▸ **Extracted material**
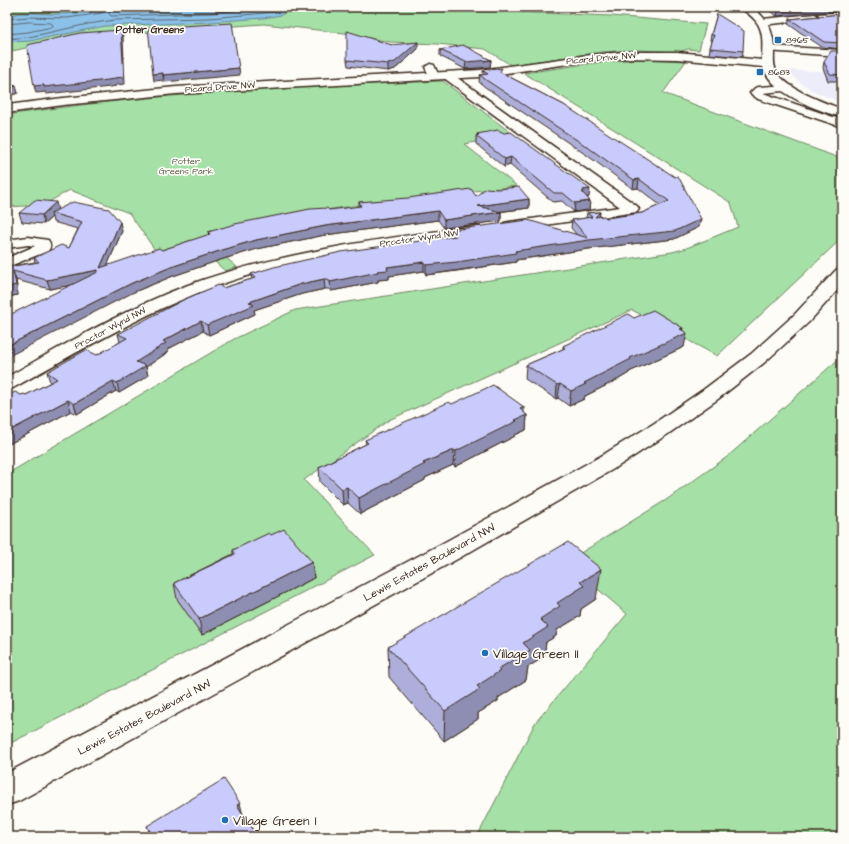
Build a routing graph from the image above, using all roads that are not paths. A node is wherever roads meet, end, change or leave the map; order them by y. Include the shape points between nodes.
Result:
1 (746, 7) edge
2 (821, 17) edge
3 (762, 22) junction
4 (768, 49) junction
5 (842, 53) edge
6 (768, 64) junction
7 (438, 73) junction
8 (788, 88) junction
9 (7, 109) edge
10 (842, 113) edge
11 (842, 124) edge
12 (7, 244) edge
13 (7, 263) edge
14 (842, 274) edge
15 (833, 291) edge
16 (7, 384) edge
17 (7, 790) edge

1 - 3 street
2 - 3 street
3 - 4 street via 769,38
4 - 5 street
4 - 6 street
6 - 7 street, Picard Drive NW via 676,56 625,55 491,72
6 - 8 street via 771,72
7 - 9 street, Picard Drive NW via 224,86 105,96
7 - 16 street, Proctor Wynd NW via 632,209 360,246 261,266 216,280 157,304
8 - 10 street via 809,100
8 - 11 street via 760,90 755,93
12 - 13 street via 28,241 43,243 43,248
14 - 15 street, Lewis Estates Boulevard NW
15 - 17 street, Lewis Estates Boulevard NW via 791,330 712,395 593,471 322,621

▸ **What to do**
Omit each picture, then return all of the listing exactly as it stands.

▸ **Expected answer**
Build a routing graph from the image above, using all roads that are not paths. A node is wherever roads meet, end, change or leave the map; order them by y. Include the shape points between nodes.
Result:
1 (746, 7) edge
2 (821, 17) edge
3 (762, 22) junction
4 (768, 49) junction
5 (842, 53) edge
6 (768, 64) junction
7 (438, 73) junction
8 (788, 88) junction
9 (7, 109) edge
10 (842, 113) edge
11 (842, 124) edge
12 (7, 244) edge
13 (7, 263) edge
14 (842, 274) edge
15 (833, 291) edge
16 (7, 384) edge
17 (7, 790) edge

1 - 3 street
2 - 3 street
3 - 4 street via 769,38
4 - 5 street
4 - 6 street
6 - 7 street, Picard Drive NW via 676,56 625,55 491,72
6 - 8 street via 771,72
7 - 9 street, Picard Drive NW via 224,86 105,96
7 - 16 street, Proctor Wynd NW via 632,209 360,246 261,266 216,280 157,304
8 - 10 street via 809,100
8 - 11 street via 760,90 755,93
12 - 13 street via 28,241 43,243 43,248
14 - 15 street, Lewis Estates Boulevard NW
15 - 17 street, Lewis Estates Boulevard NW via 791,330 712,395 593,471 322,621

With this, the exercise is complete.